2.1.2.3 超声温度对多酚得率的影响

超声温度对多酚得率的影响见图4。

图4 超声温度对多酚得率的影响Fig.4 Effect of ultrasound temperature on yield of polyphenols

由图4 可知，超声温度低于55 ℃时，多酚得率随着温度升高而增加，可能是因为温度升高，分子热运动加快，加快多酚浸出的速度。多酚得率在55 ℃时达到最大值，当超声温度从55 ℃升高到60 ℃时，多酚得率随温度升高而减小。出现这种现象可能是因为植物多酚对高温环境比较敏感，60 ℃的超声温度过高，高温环境破坏部分青稞酒糟多酚的结构，同时高温环境会加速提取溶剂挥发，影响提取的料液比，从而导致青稞酒糟多酚得率降低。因此选择40、45、50、55 ℃进行正交试验。

2.1.2.4 料液比对多酚得率的影响

多酚类物质为多羟基化合物，这类物质能溶于水，易溶于乙醇，但由于水中存在部分溶解氧，容易导致多酚类物质的氧化，影响多酚的抗氧化能力，因此选择乙醇作为提取溶剂。料液比对多酚得率的影响见图5。

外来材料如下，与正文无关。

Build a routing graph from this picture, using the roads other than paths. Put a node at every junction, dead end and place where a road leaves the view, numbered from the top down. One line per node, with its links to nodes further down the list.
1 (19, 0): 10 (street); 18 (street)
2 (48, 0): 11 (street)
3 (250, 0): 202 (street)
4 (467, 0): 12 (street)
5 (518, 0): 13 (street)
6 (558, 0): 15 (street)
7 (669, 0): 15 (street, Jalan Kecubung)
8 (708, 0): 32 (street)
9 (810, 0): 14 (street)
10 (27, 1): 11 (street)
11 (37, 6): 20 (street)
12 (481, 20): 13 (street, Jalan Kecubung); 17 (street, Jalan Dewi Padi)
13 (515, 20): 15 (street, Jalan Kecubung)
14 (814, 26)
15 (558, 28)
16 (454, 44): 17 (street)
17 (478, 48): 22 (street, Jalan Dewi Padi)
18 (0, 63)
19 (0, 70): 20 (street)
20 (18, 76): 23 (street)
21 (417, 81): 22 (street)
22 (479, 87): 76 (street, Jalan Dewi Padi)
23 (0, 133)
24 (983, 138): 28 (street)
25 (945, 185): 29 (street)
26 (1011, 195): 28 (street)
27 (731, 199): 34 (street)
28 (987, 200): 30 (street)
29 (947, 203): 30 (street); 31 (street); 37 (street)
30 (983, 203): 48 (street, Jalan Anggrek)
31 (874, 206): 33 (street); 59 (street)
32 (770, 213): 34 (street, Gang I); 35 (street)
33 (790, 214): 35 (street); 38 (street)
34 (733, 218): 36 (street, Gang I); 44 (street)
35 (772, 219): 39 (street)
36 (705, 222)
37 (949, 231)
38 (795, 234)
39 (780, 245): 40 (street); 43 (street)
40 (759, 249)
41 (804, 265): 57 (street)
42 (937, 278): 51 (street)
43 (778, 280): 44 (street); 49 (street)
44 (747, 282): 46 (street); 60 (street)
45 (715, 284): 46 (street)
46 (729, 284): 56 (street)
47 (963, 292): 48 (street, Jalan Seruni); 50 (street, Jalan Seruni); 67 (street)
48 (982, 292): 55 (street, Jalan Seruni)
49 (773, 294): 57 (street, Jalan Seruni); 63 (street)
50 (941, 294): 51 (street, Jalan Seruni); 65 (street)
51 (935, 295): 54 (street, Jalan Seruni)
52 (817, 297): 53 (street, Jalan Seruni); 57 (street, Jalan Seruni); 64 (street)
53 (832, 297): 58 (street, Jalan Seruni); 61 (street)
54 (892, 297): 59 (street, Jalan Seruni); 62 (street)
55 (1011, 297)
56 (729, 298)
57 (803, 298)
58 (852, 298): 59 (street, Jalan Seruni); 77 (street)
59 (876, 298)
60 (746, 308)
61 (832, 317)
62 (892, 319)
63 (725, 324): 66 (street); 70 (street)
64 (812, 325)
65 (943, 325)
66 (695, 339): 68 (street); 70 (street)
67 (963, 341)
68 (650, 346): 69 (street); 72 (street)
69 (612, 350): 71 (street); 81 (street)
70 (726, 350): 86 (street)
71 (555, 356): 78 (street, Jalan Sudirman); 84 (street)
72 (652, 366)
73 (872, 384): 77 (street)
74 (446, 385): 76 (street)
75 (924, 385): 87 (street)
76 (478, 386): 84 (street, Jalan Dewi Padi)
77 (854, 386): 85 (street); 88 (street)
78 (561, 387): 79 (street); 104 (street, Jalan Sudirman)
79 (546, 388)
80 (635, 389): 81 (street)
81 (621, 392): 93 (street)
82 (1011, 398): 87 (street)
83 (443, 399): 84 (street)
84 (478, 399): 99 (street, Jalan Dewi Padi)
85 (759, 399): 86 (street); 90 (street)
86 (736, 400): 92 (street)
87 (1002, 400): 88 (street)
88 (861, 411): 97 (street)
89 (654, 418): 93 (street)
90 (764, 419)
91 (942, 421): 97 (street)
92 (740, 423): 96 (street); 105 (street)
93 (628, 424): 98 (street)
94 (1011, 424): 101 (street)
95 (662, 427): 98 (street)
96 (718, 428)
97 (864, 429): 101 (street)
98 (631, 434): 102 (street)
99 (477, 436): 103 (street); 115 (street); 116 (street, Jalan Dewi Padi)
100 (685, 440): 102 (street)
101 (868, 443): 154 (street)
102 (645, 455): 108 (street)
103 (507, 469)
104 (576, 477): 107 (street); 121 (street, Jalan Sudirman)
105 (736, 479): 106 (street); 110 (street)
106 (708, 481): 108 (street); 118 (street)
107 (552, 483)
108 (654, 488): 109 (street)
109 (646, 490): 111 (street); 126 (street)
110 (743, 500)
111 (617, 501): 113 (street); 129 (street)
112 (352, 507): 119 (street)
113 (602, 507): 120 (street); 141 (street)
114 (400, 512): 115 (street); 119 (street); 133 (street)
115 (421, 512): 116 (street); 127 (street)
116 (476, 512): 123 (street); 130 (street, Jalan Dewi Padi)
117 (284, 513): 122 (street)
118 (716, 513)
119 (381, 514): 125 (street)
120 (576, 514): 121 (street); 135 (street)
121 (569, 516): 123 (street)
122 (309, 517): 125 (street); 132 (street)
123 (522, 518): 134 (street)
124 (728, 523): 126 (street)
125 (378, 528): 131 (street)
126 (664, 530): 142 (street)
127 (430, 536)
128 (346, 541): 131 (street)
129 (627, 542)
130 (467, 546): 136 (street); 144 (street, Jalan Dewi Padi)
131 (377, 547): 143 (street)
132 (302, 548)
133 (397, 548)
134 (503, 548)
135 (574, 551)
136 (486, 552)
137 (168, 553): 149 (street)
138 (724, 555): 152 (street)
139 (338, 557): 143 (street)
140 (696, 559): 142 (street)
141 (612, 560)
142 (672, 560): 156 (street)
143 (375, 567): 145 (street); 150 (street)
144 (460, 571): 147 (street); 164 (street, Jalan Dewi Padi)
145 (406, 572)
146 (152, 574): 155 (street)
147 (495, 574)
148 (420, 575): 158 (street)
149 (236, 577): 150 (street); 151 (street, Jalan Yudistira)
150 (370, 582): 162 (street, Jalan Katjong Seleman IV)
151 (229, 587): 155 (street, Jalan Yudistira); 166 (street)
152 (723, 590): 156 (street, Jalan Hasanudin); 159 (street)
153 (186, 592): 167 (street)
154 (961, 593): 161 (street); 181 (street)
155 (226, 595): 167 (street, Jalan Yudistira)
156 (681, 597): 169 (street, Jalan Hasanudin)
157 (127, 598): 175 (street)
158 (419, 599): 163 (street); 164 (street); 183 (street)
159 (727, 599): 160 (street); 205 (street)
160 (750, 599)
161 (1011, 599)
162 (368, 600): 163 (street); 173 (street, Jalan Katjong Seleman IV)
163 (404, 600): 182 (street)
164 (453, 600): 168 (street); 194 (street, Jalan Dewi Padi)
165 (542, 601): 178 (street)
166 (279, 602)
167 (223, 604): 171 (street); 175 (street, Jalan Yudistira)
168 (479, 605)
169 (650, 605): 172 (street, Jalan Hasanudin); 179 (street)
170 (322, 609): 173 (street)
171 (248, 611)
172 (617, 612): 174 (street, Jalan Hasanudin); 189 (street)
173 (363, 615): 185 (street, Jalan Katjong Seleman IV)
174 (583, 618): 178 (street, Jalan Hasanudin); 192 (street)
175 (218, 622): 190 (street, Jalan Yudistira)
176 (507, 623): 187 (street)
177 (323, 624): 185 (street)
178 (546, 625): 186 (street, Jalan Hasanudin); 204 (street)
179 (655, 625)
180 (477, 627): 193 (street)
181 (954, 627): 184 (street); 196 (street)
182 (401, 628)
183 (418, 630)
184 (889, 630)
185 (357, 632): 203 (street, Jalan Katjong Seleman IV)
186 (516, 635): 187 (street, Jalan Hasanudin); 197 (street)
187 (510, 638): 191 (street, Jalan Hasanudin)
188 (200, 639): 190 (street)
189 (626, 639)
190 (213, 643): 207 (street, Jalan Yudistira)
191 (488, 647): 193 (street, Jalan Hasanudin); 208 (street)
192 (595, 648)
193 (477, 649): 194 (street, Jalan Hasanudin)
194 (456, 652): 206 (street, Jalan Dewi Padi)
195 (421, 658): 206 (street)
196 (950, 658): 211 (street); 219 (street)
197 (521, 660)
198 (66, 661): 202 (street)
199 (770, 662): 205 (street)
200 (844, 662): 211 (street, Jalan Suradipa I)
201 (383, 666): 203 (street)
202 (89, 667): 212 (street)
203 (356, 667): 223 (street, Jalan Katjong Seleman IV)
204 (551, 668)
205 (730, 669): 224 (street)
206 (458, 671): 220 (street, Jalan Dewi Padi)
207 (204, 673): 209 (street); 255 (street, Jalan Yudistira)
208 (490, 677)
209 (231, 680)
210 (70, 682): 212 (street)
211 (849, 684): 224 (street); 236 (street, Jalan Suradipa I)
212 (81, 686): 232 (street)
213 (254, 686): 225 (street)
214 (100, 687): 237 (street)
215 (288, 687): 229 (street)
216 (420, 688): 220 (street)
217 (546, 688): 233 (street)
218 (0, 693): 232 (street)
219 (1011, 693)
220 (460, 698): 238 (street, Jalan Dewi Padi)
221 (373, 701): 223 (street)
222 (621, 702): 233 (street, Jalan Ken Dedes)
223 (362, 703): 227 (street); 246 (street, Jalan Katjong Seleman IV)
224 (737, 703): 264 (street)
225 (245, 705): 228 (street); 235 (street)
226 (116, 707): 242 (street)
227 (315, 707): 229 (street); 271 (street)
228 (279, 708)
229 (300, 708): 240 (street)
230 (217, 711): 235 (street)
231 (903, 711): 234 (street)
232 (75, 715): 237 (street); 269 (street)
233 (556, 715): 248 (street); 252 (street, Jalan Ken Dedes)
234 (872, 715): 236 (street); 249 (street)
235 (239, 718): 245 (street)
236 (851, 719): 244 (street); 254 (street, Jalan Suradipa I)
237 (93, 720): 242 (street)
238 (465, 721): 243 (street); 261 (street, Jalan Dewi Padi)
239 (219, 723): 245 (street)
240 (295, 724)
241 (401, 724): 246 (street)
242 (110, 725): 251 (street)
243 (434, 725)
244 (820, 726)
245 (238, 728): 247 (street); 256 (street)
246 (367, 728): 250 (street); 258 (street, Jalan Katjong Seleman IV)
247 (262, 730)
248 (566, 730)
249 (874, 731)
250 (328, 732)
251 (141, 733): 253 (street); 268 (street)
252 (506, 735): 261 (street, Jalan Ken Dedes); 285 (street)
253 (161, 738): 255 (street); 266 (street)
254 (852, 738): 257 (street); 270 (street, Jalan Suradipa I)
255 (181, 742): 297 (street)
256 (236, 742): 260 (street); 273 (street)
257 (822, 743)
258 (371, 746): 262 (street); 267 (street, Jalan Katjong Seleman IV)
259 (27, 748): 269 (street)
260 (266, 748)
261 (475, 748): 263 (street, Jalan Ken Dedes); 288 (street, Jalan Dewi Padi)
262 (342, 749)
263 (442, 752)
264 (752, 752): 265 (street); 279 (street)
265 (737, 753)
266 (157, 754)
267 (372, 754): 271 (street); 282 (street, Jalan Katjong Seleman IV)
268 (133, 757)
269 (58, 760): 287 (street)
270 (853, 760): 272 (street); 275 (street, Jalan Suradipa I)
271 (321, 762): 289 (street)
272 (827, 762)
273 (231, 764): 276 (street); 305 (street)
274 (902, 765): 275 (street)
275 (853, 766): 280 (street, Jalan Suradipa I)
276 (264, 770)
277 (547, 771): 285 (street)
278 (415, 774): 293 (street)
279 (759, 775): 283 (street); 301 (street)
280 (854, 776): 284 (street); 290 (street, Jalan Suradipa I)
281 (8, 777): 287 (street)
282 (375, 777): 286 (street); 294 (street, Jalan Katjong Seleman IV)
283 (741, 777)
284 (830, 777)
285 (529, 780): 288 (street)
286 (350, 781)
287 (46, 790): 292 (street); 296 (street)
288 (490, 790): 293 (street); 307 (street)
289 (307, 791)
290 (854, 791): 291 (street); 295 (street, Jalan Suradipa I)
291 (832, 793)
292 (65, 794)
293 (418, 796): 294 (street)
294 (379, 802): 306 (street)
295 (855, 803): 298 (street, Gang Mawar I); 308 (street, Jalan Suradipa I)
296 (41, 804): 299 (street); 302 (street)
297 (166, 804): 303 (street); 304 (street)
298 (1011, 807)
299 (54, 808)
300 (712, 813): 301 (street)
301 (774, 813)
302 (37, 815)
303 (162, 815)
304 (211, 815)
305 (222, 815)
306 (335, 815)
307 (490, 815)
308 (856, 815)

图5 料液比对多酚得率的影响Fig.5 Effect of solid-liquid ratio on yield of polyphenols

由图5 可知，当溶剂添加量逐渐增加，多酚得率逐渐增大，但料液比1 ∶25（g/mL）时的多酚得率较1 ∶20（g/mL）增幅较小，提取时使用的溶剂量过多，提取液中会溶解更多杂质，为避免溶剂浪费，提高提取液中多酚类物质的纯度，所以选择1 ∶5、1 ∶10、1 ∶15、1 ∶20（g/mL）进行正交试验。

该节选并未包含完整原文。